Only lines with the string "nodes" are wanted. Pull them out of the data.
* * *
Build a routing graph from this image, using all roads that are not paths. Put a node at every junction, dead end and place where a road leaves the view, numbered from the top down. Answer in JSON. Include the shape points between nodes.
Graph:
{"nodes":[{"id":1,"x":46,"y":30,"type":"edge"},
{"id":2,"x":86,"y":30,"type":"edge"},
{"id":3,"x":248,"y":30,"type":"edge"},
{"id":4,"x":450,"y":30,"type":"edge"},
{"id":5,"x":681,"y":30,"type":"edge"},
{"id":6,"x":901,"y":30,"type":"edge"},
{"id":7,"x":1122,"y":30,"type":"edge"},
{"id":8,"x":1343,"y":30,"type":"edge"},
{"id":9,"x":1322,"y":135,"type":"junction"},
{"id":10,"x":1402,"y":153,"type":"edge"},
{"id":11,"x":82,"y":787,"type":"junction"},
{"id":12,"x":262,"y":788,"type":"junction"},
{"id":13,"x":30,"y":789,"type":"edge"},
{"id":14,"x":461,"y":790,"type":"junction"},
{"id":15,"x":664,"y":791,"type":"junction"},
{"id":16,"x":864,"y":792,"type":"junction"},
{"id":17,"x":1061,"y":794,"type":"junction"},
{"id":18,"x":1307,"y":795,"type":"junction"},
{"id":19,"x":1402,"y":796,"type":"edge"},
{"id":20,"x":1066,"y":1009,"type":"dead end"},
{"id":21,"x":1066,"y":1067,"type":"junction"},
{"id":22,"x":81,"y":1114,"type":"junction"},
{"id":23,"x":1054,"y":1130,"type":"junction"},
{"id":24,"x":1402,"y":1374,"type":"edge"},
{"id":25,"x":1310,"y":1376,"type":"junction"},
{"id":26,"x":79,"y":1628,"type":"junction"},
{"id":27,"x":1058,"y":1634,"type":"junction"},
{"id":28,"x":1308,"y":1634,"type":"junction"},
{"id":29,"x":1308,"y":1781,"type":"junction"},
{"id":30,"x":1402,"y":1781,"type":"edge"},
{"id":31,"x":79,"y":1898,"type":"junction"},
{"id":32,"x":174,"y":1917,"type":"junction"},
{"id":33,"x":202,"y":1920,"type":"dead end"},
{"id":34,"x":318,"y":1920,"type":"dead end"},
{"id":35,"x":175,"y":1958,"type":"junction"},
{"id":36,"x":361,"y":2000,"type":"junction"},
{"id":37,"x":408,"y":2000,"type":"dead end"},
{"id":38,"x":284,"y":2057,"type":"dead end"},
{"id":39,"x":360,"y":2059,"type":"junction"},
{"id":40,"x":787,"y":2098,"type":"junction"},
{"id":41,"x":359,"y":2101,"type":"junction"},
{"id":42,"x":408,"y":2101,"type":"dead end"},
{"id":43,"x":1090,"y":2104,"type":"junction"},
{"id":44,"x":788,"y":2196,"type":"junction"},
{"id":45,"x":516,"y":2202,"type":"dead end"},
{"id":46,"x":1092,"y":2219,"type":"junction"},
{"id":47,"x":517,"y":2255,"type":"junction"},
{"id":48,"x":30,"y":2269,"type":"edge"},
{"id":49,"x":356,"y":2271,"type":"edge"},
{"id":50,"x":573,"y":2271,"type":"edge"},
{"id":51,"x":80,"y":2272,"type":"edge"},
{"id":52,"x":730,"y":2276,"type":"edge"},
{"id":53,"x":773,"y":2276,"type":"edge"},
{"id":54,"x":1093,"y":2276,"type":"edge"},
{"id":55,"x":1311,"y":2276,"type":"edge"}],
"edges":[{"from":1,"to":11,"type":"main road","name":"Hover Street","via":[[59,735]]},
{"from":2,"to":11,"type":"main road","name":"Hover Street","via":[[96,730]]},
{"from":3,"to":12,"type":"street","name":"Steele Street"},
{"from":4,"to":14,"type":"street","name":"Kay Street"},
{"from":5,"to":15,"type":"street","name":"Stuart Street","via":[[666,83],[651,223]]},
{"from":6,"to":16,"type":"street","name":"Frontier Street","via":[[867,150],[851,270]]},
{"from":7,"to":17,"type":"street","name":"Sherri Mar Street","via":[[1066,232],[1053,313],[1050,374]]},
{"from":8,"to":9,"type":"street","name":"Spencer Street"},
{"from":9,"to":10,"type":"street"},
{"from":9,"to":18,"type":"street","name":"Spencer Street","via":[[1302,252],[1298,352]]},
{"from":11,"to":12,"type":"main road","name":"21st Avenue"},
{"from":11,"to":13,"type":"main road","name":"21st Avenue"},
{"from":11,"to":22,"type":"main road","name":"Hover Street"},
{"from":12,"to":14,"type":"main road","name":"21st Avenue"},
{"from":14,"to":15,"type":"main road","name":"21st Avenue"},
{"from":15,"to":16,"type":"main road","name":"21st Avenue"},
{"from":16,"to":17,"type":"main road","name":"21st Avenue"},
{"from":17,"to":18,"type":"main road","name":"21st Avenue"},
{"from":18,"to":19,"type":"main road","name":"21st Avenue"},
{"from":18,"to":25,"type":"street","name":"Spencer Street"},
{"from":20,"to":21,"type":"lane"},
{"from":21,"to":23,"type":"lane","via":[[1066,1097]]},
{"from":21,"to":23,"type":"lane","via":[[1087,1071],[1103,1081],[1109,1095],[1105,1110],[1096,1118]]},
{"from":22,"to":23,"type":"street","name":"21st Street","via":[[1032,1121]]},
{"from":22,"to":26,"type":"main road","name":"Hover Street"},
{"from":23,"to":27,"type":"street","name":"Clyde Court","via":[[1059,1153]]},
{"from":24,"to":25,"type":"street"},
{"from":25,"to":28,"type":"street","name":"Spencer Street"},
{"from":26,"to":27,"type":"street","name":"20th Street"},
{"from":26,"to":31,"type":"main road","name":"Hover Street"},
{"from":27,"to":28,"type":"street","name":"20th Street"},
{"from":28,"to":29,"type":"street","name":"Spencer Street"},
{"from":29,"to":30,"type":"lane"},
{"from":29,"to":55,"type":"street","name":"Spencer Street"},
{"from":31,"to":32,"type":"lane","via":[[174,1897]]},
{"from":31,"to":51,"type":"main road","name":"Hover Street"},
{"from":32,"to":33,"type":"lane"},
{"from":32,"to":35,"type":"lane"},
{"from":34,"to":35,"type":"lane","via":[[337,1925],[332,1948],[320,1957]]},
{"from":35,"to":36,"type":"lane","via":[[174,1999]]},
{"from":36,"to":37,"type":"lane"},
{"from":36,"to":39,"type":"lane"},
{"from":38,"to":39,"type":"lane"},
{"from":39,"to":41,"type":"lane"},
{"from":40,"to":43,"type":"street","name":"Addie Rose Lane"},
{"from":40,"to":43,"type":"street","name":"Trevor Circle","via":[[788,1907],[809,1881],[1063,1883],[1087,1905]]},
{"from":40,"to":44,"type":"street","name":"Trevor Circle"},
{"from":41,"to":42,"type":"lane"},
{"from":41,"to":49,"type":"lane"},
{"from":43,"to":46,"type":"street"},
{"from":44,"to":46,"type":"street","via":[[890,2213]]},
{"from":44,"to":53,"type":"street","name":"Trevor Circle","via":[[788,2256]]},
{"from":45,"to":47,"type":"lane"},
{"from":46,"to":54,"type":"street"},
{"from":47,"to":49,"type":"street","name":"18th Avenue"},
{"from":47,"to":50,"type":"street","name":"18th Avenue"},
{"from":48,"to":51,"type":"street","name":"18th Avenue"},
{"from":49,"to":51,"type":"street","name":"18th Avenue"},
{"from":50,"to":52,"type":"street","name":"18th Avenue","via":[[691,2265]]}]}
* * *
The completed task.
Build a routing graph from this image, using all roads that are not paths. Put a node at every junction, dead end and place where a road leaves the view, numbered from the top down. Answer in JSON. Include the shape points between nodes.
{"nodes":[{"id":1,"x":46,"y":30,"type":"edge"},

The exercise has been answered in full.